- [Data provided]:
☆ ☆ ☆ ☆ ☆ ☆ ☆

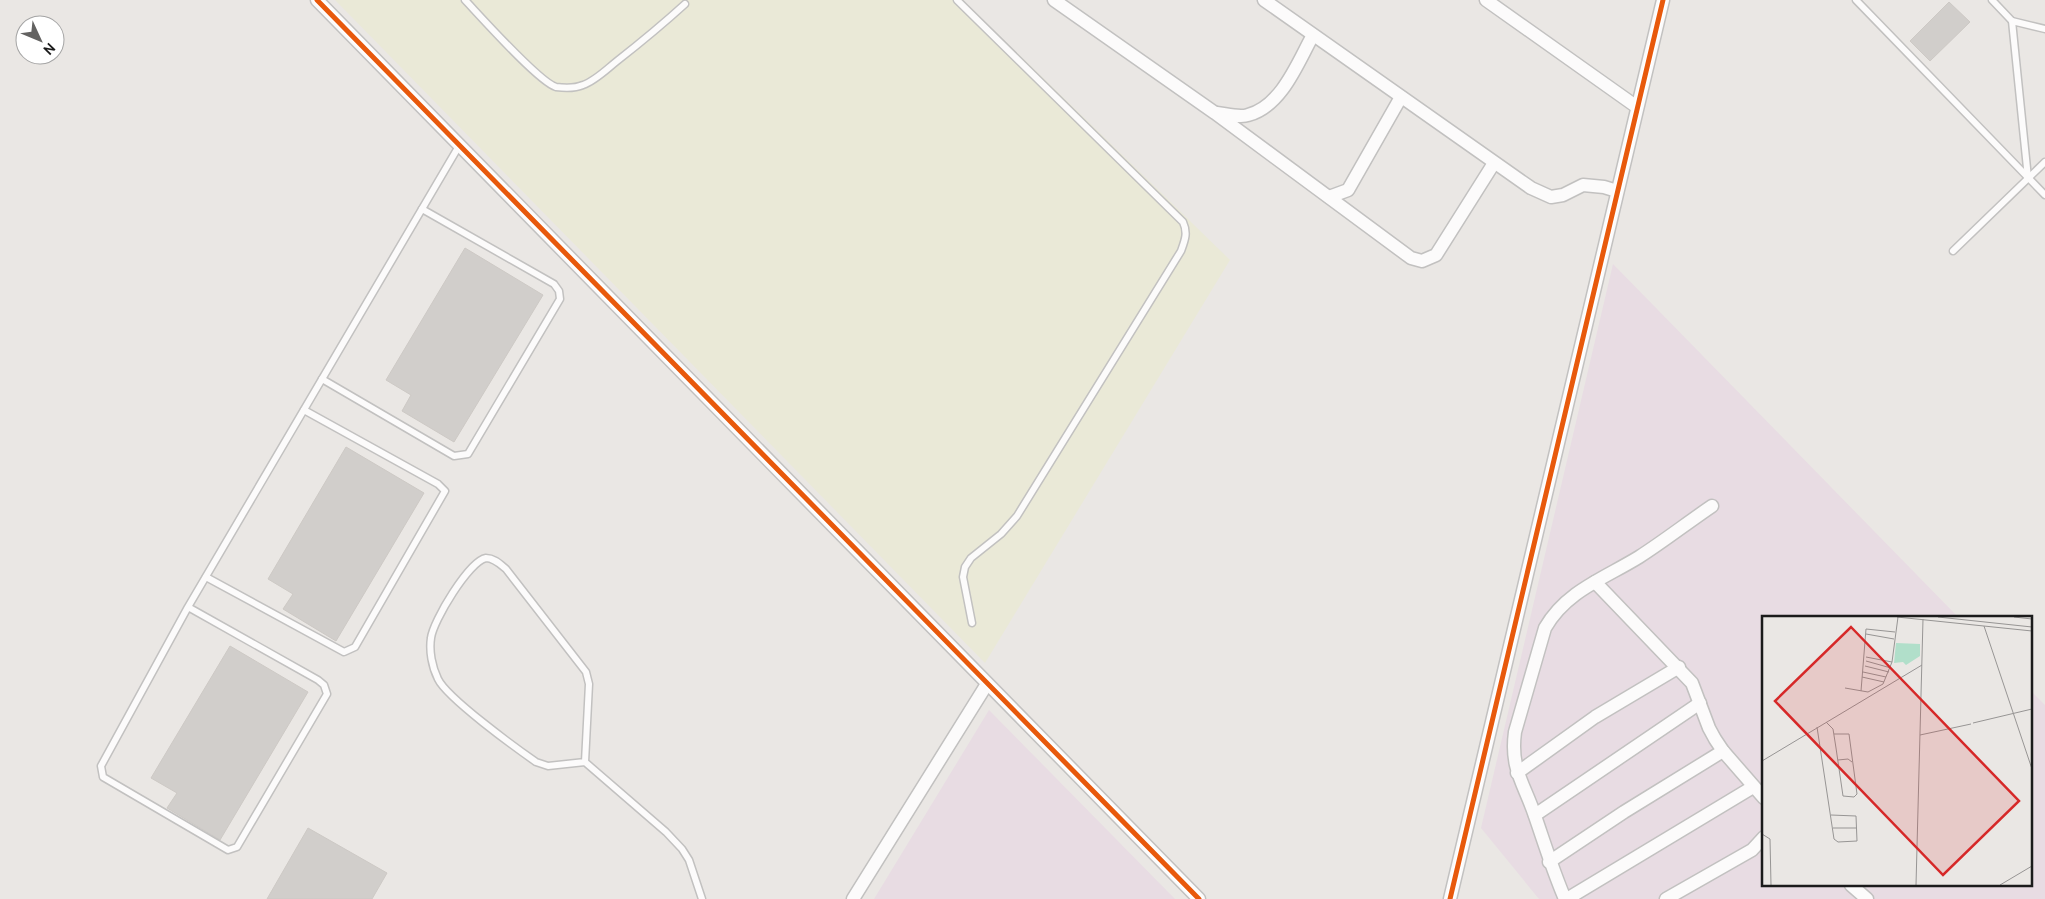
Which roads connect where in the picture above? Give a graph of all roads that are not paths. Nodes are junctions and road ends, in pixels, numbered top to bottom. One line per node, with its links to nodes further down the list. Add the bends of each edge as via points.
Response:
1 (317, 0): 17 (street)
2 (465, 0): 10 (lane, via 541,77 556,87 583,85 606,70)
3 (957, 0): 32 (lane, via 1186,228 1181,251 1017,516 965,567 963,577)
4 (1054, 0): 16 (street)
5 (1264, 0): 13 (street)
6 (1486, 0): 15 (street)
7 (1663, 0): 15 (street)
8 (1856, 0): 20 (lane)
9 (1992, 0): 11 (lane)
10 (684, 4)
11 (2012, 21): 12 (lane); 20 (lane)
12 (2045, 29)
13 (1313, 35): 14 (street); 16 (street, via 1282,88 1262,109 1246,116)
14 (1401, 97): 19 (street); 23 (street, via 1348,190)
15 (1637, 107): 21 (street)
16 (1215, 113): 23 (street)
17 (459, 146): 24 (lane); 34 (street)
18 (2045, 162): 20 (lane)
19 (1494, 163): 21 (street, via 1531,188 1551,197 1583,185); 23 (street, via 1436,255 1422,261 1411,258)
20 (2028, 178): 22 (lane); 25 (lane)
21 (1617, 191): 48 (street)
22 (2045, 195)
23 (1329, 197)
24 (422, 209): 26 (lane); 26 (lane, via 554,284 560,299 468,454 454,456)
25 (1953, 251)
26 (322, 379): 27 (lane)
27 (304, 410): 29 (lane); 29 (lane, via 438,484 445,491 355,647 344,652)
28 (1712, 506): 30 (street, via 1652,548)
29 (206, 577): 31 (lane)
30 (1595, 582): 33 (street); 38 (street, via 1565,601 1545,628 1515,732 1513,748)
31 (188, 608): 31 (lane, via 101,766 103,777 228,850 237,847 327,694 318,680)
32 (972, 623)
33 (1678, 667): 35 (street, via 1692,683); 38 (street, via 1595,717)
34 (986, 684): 46 (street); 47 (street)
35 (1700, 703): 36 (street, via 1709,728); 41 (street)
36 (1723, 751): 39 (street); 43 (street)
37 (585, 762): 37 (lane, via 589,684 586,672 506,568 488,558 480,560 466,573 431,637 430,654 438,680 451,695 536,762 548,766); 45 (lane, via 682,849)
38 (1517, 773): 41 (street)
39 (1753, 787): 40 (street); 49 (street)
40 (1762, 796)
41 (1535, 814): 43 (street)
42 (1762, 839): 50 (street, via 1752,850)
43 (1549, 862): 49 (street)
44 (1852, 886): 51 (street)
45 (702, 899)
46 (853, 899)
47 (1199, 899)
48 (1450, 899)
49 (1566, 899)
50 (1666, 899)
51 (1867, 899)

☆ ☆ ☆ ☆ ☆ ☆ ☆

- [Instructions to follow]:
Every line of the records above should be copied exactly, while the pictures are left behind.

- [Reply to the exercise]:
Which roads connect where in the picture above? Give a graph of all roads that are not paths. Nodes are junctions and road ends, in pixels, numbered top to bottom. One line per node, with its links to nodes further down the list. Add the bends of each edge as via points.
Response:
1 (317, 0): 17 (street)
2 (465, 0): 10 (lane, via 541,77 556,87 583,85 606,70)
3 (957, 0): 32 (lane, via 1186,228 1181,251 1017,516 965,567 963,577)
4 (1054, 0): 16 (street)
5 (1264, 0): 13 (street)
6 (1486, 0): 15 (street)
7 (1663, 0): 15 (street)
8 (1856, 0): 20 (lane)
9 (1992, 0): 11 (lane)
10 (684, 4)
11 (2012, 21): 12 (lane); 20 (lane)
12 (2045, 29)
13 (1313, 35): 14 (street); 16 (street, via 1282,88 1262,109 1246,116)
14 (1401, 97): 19 (street); 23 (street, via 1348,190)
15 (1637, 107): 21 (street)
16 (1215, 113): 23 (street)
17 (459, 146): 24 (lane); 34 (street)
18 (2045, 162): 20 (lane)
19 (1494, 163): 21 (street, via 1531,188 1551,197 1583,185); 23 (street, via 1436,255 1422,261 1411,258)
20 (2028, 178): 22 (lane); 25 (lane)
21 (1617, 191): 48 (street)
22 (2045, 195)
23 (1329, 197)
24 (422, 209): 26 (lane); 26 (lane, via 554,284 560,299 468,454 454,456)
25 (1953, 251)
26 (322, 379): 27 (lane)
27 (304, 410): 29 (lane); 29 (lane, via 438,484 445,491 355,647 344,652)
28 (1712, 506): 30 (street, via 1652,548)
29 (206, 577): 31 (lane)
30 (1595, 582): 33 (street); 38 (street, via 1565,601 1545,628 1515,732 1513,748)
31 (188, 608): 31 (lane, via 101,766 103,777 228,850 237,847 327,694 318,680)
32 (972, 623)
33 (1678, 667): 35 (street, via 1692,683); 38 (street, via 1595,717)
34 (986, 684): 46 (street); 47 (street)
35 (1700, 703): 36 (street, via 1709,728); 41 (street)
36 (1723, 751): 39 (street); 43 (street)
37 (585, 762): 37 (lane, via 589,684 586,672 506,568 488,558 480,560 466,573 431,637 430,654 438,680 451,695 536,762 548,766); 45 (lane, via 682,849)
38 (1517, 773): 41 (street)
39 (1753, 787): 40 (street); 49 (street)
40 (1762, 796)
41 (1535, 814): 43 (street)
42 (1762, 839): 50 (street, via 1752,850)
43 (1549, 862): 49 (street)
44 (1852, 886): 51 (street)
45 (702, 899)
46 (853, 899)
47 (1199, 899)
48 (1450, 899)
49 (1566, 899)
50 (1666, 899)
51 (1867, 899)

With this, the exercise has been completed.